Problem description: Search the entries below for "view", and copy each line where it appears.

Source records

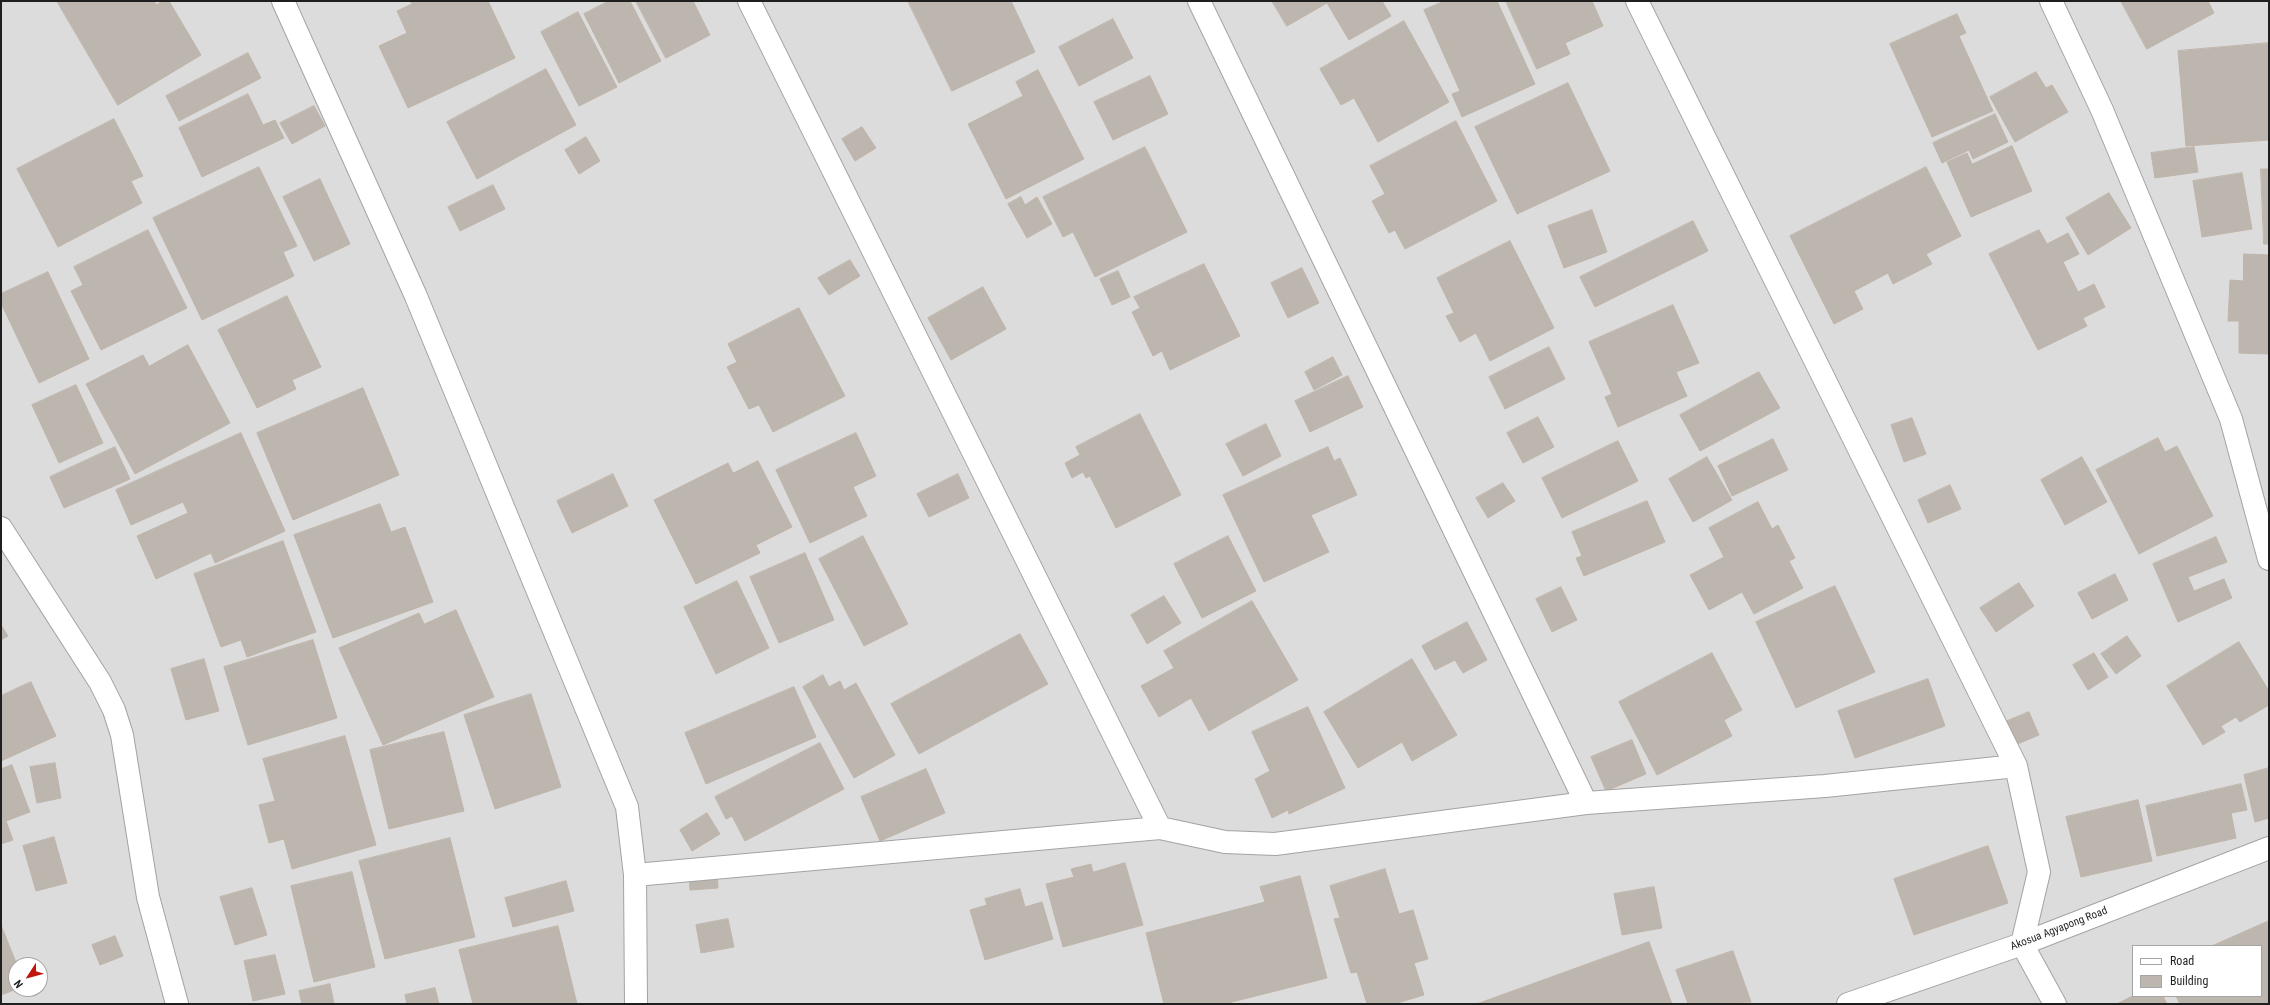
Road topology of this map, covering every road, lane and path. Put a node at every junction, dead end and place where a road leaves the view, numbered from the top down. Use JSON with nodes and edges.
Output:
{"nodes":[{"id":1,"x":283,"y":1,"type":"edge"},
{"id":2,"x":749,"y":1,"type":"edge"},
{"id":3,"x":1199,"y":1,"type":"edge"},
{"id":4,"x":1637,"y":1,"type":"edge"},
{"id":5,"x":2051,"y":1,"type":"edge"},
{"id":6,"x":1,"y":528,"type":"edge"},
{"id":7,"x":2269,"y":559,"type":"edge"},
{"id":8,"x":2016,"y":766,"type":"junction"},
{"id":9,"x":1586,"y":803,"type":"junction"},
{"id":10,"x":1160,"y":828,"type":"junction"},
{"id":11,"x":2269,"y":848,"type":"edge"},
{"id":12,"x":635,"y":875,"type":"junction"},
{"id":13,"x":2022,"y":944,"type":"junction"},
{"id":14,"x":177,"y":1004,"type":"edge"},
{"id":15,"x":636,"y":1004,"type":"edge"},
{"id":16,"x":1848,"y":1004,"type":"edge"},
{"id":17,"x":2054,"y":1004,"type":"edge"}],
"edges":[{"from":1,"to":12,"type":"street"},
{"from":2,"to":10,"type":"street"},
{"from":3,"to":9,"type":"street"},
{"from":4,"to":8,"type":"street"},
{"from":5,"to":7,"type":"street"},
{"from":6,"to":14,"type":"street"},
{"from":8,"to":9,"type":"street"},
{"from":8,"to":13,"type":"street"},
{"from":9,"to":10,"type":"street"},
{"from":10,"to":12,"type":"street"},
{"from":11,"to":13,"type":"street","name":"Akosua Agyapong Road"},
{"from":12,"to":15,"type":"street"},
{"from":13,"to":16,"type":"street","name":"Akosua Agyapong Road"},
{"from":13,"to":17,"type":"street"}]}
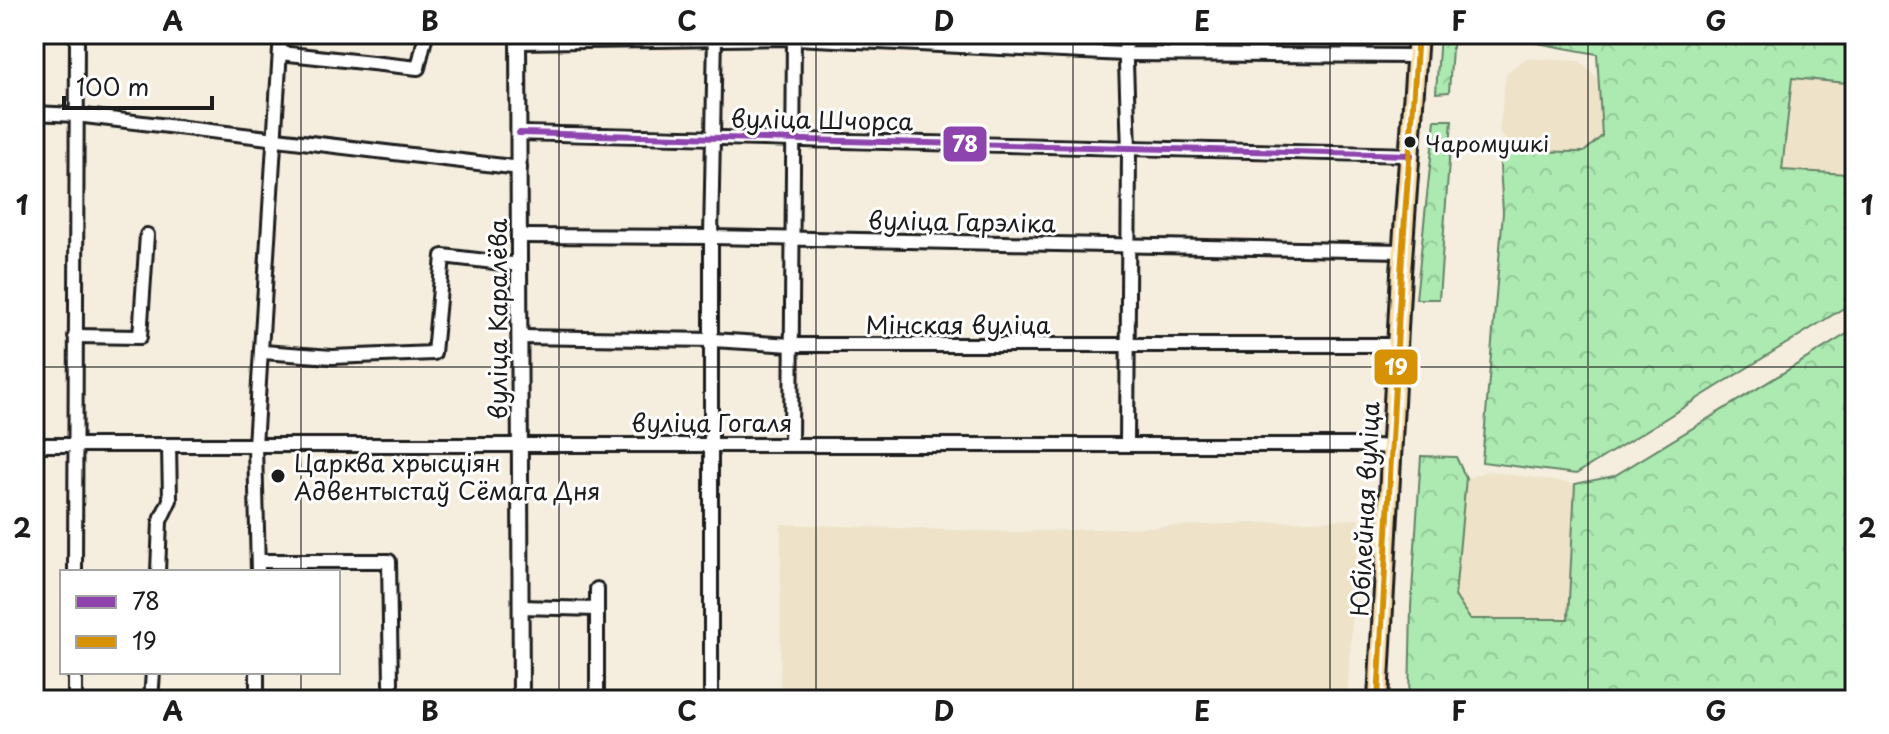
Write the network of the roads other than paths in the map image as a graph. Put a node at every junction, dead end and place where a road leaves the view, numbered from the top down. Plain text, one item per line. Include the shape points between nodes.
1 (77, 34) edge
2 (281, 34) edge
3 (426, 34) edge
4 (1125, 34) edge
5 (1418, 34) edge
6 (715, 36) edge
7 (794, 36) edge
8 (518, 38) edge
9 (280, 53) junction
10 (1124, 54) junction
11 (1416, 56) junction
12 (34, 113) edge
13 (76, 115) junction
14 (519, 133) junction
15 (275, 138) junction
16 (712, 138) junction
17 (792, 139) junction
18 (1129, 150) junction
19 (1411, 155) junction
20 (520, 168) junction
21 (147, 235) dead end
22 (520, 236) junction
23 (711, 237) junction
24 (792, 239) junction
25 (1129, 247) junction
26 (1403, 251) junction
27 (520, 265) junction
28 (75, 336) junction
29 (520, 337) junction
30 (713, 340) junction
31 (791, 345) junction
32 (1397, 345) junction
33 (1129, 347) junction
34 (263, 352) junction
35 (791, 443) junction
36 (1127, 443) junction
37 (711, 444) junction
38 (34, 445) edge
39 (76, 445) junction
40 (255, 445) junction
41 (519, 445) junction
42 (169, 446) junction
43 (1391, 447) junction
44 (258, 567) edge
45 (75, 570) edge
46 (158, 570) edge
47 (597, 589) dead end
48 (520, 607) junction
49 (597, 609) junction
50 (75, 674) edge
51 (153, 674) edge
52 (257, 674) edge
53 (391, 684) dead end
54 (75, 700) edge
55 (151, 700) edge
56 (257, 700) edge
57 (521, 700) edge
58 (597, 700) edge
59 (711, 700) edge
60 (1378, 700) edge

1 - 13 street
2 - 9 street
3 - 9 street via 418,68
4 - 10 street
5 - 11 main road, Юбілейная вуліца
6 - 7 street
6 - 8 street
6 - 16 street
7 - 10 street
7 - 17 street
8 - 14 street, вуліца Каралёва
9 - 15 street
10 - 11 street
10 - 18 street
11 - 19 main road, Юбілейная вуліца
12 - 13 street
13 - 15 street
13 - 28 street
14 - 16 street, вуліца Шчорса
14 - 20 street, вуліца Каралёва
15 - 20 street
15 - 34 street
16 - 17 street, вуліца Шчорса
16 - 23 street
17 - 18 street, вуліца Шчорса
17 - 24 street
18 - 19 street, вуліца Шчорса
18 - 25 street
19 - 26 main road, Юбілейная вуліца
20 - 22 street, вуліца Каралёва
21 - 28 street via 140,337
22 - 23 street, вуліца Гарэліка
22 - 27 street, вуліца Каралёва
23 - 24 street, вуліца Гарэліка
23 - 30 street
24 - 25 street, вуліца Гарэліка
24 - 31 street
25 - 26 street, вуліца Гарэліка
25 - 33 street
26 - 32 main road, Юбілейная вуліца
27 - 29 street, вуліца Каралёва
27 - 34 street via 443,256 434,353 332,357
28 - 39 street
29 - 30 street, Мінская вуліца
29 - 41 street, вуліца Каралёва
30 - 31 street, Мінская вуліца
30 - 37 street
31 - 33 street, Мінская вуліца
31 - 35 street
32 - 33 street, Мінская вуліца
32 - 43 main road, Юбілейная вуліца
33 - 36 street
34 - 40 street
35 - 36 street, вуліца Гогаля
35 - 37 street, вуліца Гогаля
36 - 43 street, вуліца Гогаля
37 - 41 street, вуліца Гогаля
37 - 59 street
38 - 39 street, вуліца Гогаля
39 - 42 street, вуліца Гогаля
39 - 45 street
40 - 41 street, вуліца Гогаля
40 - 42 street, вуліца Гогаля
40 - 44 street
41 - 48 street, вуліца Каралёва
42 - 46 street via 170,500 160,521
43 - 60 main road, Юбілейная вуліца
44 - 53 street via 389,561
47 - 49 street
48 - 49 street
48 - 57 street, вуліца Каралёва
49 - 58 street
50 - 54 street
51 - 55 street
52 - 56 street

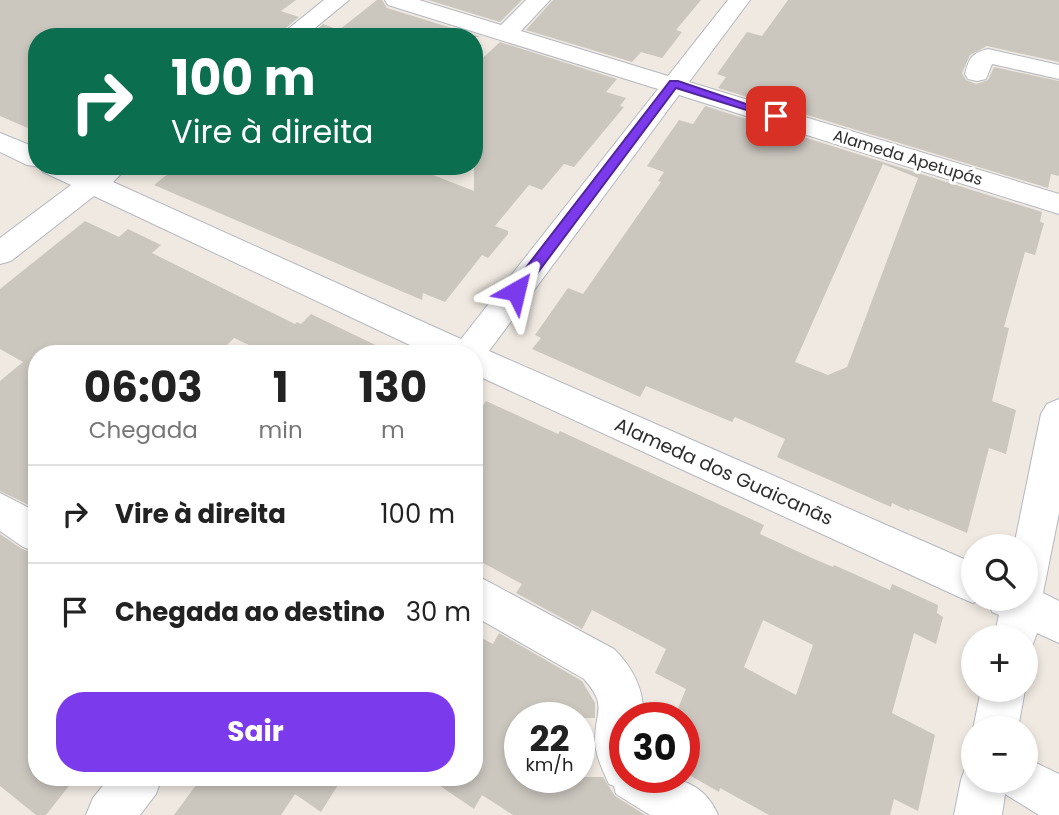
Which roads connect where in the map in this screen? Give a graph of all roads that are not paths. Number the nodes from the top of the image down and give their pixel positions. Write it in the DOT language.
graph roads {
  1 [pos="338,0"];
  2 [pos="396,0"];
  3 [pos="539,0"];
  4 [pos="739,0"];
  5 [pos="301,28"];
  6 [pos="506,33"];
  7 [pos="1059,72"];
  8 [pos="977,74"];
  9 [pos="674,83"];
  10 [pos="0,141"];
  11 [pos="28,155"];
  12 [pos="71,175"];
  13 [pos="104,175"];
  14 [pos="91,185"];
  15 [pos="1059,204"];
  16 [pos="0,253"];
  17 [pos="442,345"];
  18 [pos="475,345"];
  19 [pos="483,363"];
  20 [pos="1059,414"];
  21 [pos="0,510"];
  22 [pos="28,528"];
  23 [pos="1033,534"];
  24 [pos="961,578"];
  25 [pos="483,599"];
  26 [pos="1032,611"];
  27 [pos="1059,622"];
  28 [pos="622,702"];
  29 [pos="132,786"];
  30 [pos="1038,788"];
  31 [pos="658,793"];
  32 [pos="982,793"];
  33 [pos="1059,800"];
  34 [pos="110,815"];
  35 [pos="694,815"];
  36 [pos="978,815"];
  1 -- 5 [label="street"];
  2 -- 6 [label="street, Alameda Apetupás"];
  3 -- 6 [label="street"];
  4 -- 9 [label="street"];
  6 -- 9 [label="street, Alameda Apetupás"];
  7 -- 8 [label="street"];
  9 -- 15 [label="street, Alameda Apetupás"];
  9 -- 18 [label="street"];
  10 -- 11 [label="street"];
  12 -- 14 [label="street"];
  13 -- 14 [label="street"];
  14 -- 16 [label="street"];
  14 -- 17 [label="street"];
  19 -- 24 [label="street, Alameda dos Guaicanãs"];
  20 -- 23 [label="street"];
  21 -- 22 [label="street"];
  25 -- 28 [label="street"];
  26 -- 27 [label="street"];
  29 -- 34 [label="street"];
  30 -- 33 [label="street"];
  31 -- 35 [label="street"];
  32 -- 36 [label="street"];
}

Output of the exercise:
Road topology of this map, covering every road, lane and path. Put a node at every junction, dead end and place where a road leaves the view, numbered from the top down. Use JSON with nodes and edges.
Write the network of the roads other than paths in the map image as a graph. Put a node at every junction, dead end and place where a road leaves the view, numbered from the top down. Plain text, one item per line. Include the shape points between nodes.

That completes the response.